I'm all for functional languages but this scares me a bit. What do you do when you need to debug something and everything ends up being harder to debug but "less likely to need debugging." I've actually run into this situation a number of times and faced with a sea of linked compound expressions, debugging can be a daunting proposition.


It's still a net win in my experience. The minor inconvenience of inserting a few temporary variables to hold intermediate values is much less than the burden of all the additional reading and debugging needed when you spell out every step for everything you want to do.

It's kind of strange to me. We generally acknowledge that not repeating yourself and dividing responsibilities sensibly leads to better code that has fewer bugs and is easier to reason about. And yet when we consider doing the same thing with iteration, we say, "Whoa, hang on. Why can't we just write out the whole thing every time instead of factoring the common bits into a function?"


Comment out all but the first and output the result. If it's what you expected, uncomment next line and output the result. Is it what you expected. Repeat... Debugging is just a specialized form of troubleshooting so the same rules apply. Bring the system to a known good, and increase until you find where it breaks.


You have a ton of these types of statements. Which one do you apply the treatment too? Your approach only allows doing this troubleshooting approach to a single place at a time easily.


How do you debug several places at the same time?

You have a ton of those statements, that's why you organize them in functions, and go debugging high level functions before you go into lower level ones, and then into atomic statements.

Anyway, you'll almost certainly want to do that in an repl. I don't know if swift supports one, if not that would be a real drawback.


They do, it's really slick how well they have it integrated.


> So you can only reason about things that have names?

I think the point was that you can debug things that have names because they are separately watchable.

But apart from that breaking things down and naming them can make for easier comprehension.

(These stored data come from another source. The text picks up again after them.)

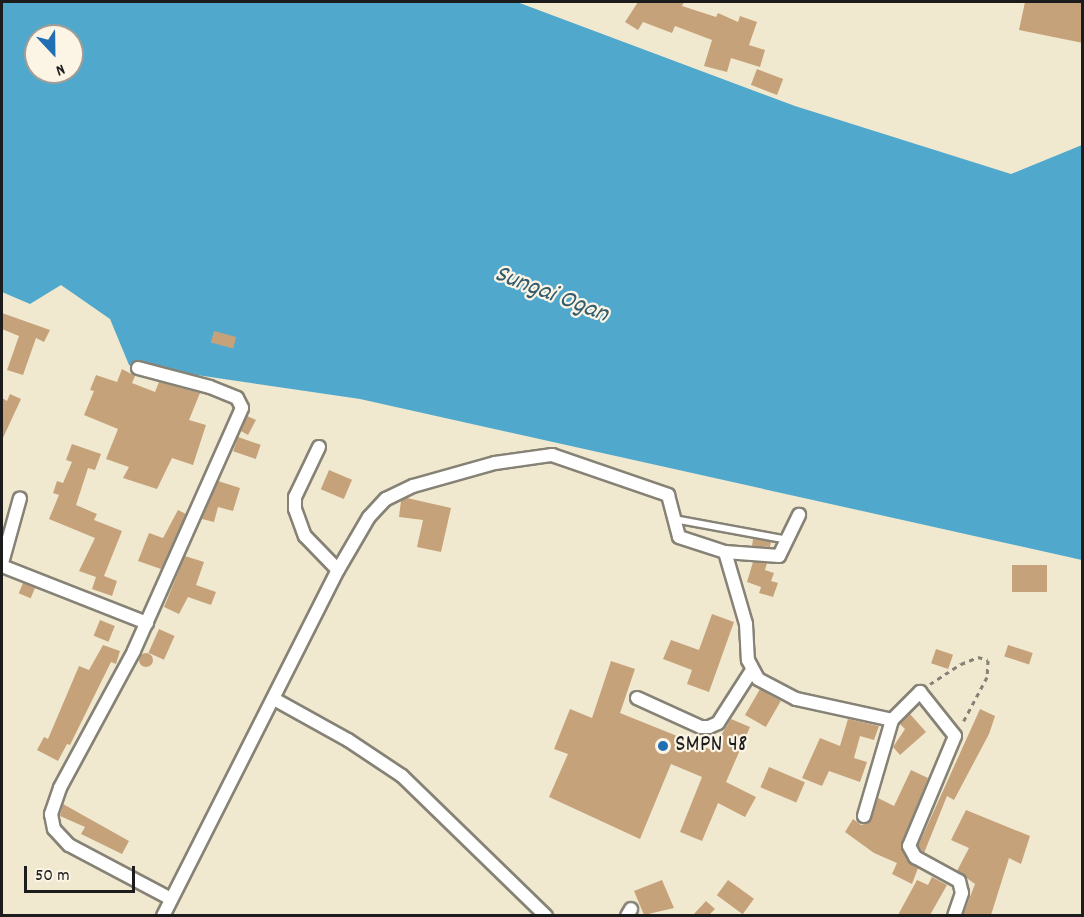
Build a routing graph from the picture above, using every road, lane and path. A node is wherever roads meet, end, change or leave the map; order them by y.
1 (138, 368) dead end
2 (319, 447) dead end
3 (20, 498) dead end
4 (799, 515) dead end
5 (674, 519) junction
6 (788, 540) junction
7 (725, 552) junction
8 (2, 564) edge
9 (338, 570) junction
10 (147, 623) junction
11 (752, 670) junction
12 (920, 692) junction
13 (637, 698) dead end
14 (273, 699) junction
15 (892, 720) junction
16 (956, 736) junction
17 (864, 816) dead end
18 (171, 899) junction
19 (163, 915) edge
20 (546, 915) edge
21 (954, 915) edge

1 - 10 street
2 - 9 street
3 - 8 street
4 - 6 street
5 - 6 lane
5 - 7 street
5 - 9 street
6 - 7 street
7 - 11 street
8 - 10 street
9 - 14 street
10 - 18 street
11 - 13 street
11 - 15 street
12 - 15 street
12 - 16 street
12 - 16 path
14 - 18 street
14 - 20 street
15 - 17 street
16 - 21 street
18 - 19 street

This is true in written English: Naming actors when explaining something and using an active voice is generally recommended. e.g "The user enters a password and the program encrypts it and stores it in the database" Rather than: "Passwords will be stored encrypted"

But also in mathematics. When working something out it's better to name intermediate values (x,y) and then use them in new equations rather than use the equivalent of a point free style that you sometimes see in functional programs.


> I think the point was that you can debug things that have names because they are separately watchable.

Note I said “reason”, not “debug”. When manipulating algebraic expressions, I don't need to give every subexpression a name - that would be torture!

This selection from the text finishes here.